I am involved in a MCOL case as a member of the board for a not-for-profit ltd company. A claim was made against the company because a shareholder claimed us not doing something resulted in a them incurring costs and suffering stress and worry.
No LBA was sent (I know not strictly a requirement) and the board refuted every point of the MCOL with clear and concise evidence that had the company done what was asked it would be acting both against the interests of the shareholders and in breach of covenants it must uphold.
Company was sent a letter to attend a resolution hearing at CC. Judge spent an hour discussing ways to resolve the problem and made four recommendations to the claimant and one for the company. The summary was, if the claimant complied with the covenants in place the company would do what was required of it. Company had already stated this as part of the original response to the MCOL so the hearing was largely a waste of time.
At no point did the company refuse to fulfil its obligation to the shareholder for any reason other than their breach of covenants and the case in front of the judge was a claim for damages, not a legal demand to compel the company to fulfil an obligation. The judge even stated to both parties the claim would not be upheld if pursued further and if the claimant was to get the company to complete its task they should consider the matter closed. Was this dispute resolution outside of the remit of the judge/court based on the case presented to them?

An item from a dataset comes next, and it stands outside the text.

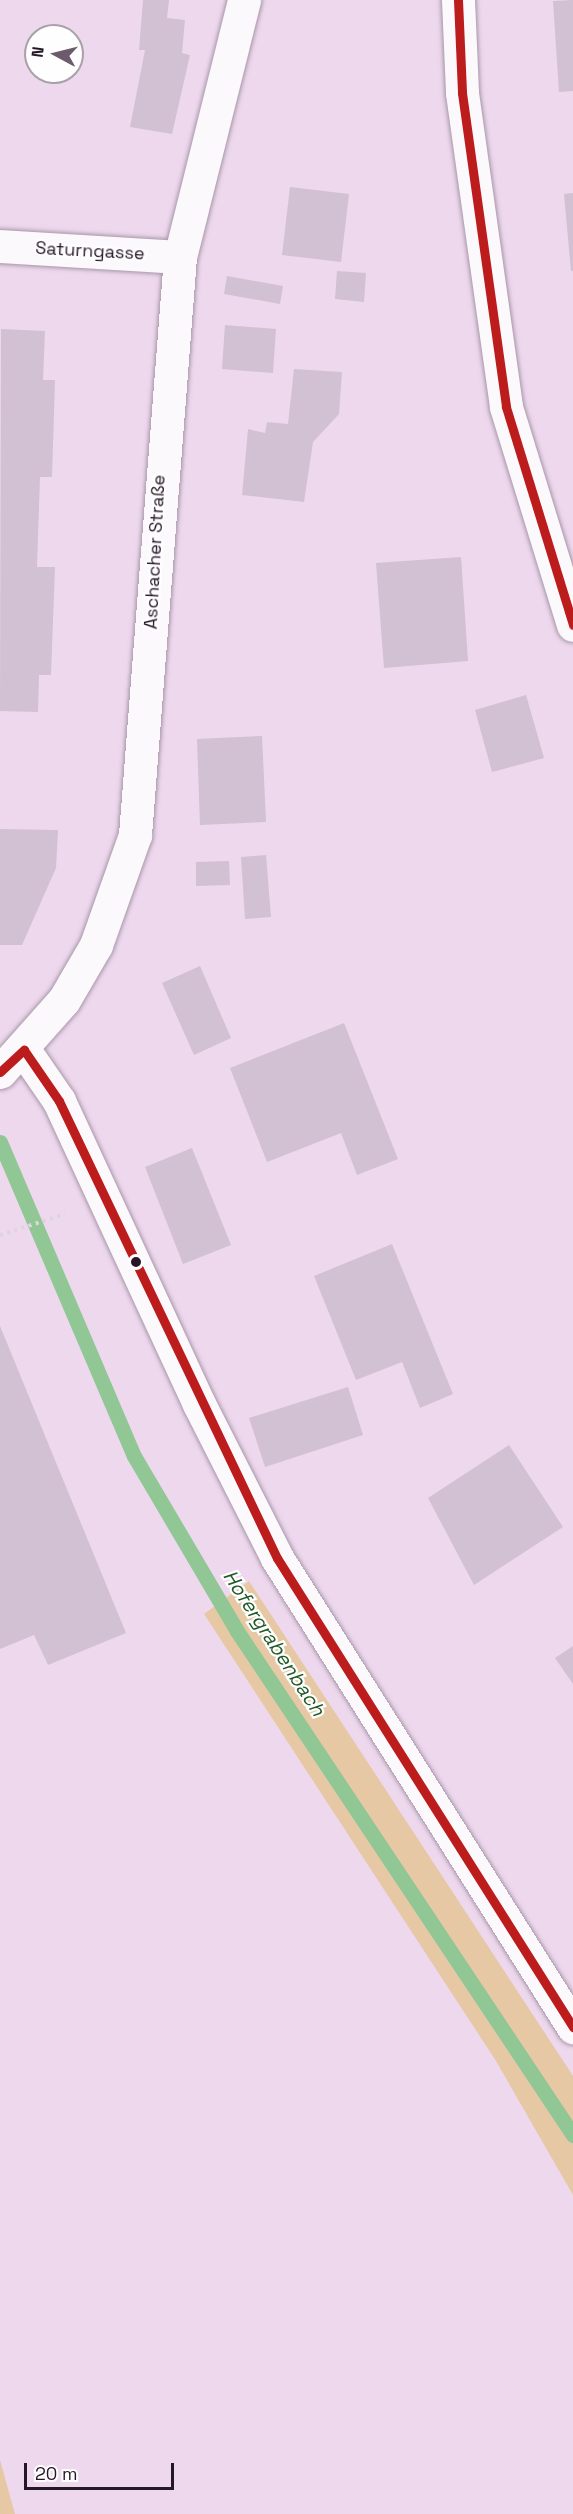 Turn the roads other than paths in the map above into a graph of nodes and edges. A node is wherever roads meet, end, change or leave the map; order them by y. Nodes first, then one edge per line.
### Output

There was a follow-up hearing today where the judge was informed the company had followed their recommendation well within the requested time frame and that the claimant had only completed 2 of 4, one almost two months after they were recommended to. Judge then suggested both parties should go and and find a resolution, at which point our legal representation pointed out the only resolution was for the claimant to obey the covenants they are in breach of, which they had already been recommended to resolve but had not. They pushed for a final hearing on the original MCOL, which was the only time the MCOL was mentioned during this hearing.
The company now must fund a third day in court to try and get the MCOL thrown out. Bearing in mind the judge has already stated the claim would not stand up in court so why did this even get to a resolution hearing, let alone two of them? And why the hell is a final hearing even required when it should have been thrown out as soon as it was reviewed by the court if there is no legal basis for it?
Not only is the claimant wasting the court’s time and money but they judge themselves has done the same. Before the company incurs any more legal costs is there a route to complaining to the court or any sort of regulatory body that the judge has acted well outside the scope of the case as presented to them?
Charitably the judge may be being lenient toward the individual as joe soap is generally at a disadvantage when challenging a company that can afford legal counsel, but that's what MCOL is for, it's much simpler than most court proceedings so joe soap has a chance of sorting a claim without a lawyer. It does sound like the judge may be being too lenient but IANAL, I doubt complaining about a judge is worth the effort until you get a verdict/judgement.
Robberto said:
Looking for some advice and maybe having a little vent
I am involved in a MCOL case as a member of the board for a not-for-profit ltd company. A claim was made against the company because a shareholder claimed us not doing something resulted in a them incurring costs and suffering stress and worry.
No LBA was sent (I know not strictly a requirement) and the board refuted every point of the MCOL with clear and concise evidence that had the company done what was asked it would be acting both against the interests of the shareholders and in breach of covenants it must uphold.
Company was sent a letter to attend a resolution hearing at CC. Judge spent an hour discussing ways to resolve the problem and made four recommendations to the claimant and one for the company. The summary was, if the claimant complied with the covenants in place the company would do what was required of it. Company had already stated this as part of the original response to the MCOL so the hearing was largely a waste of time.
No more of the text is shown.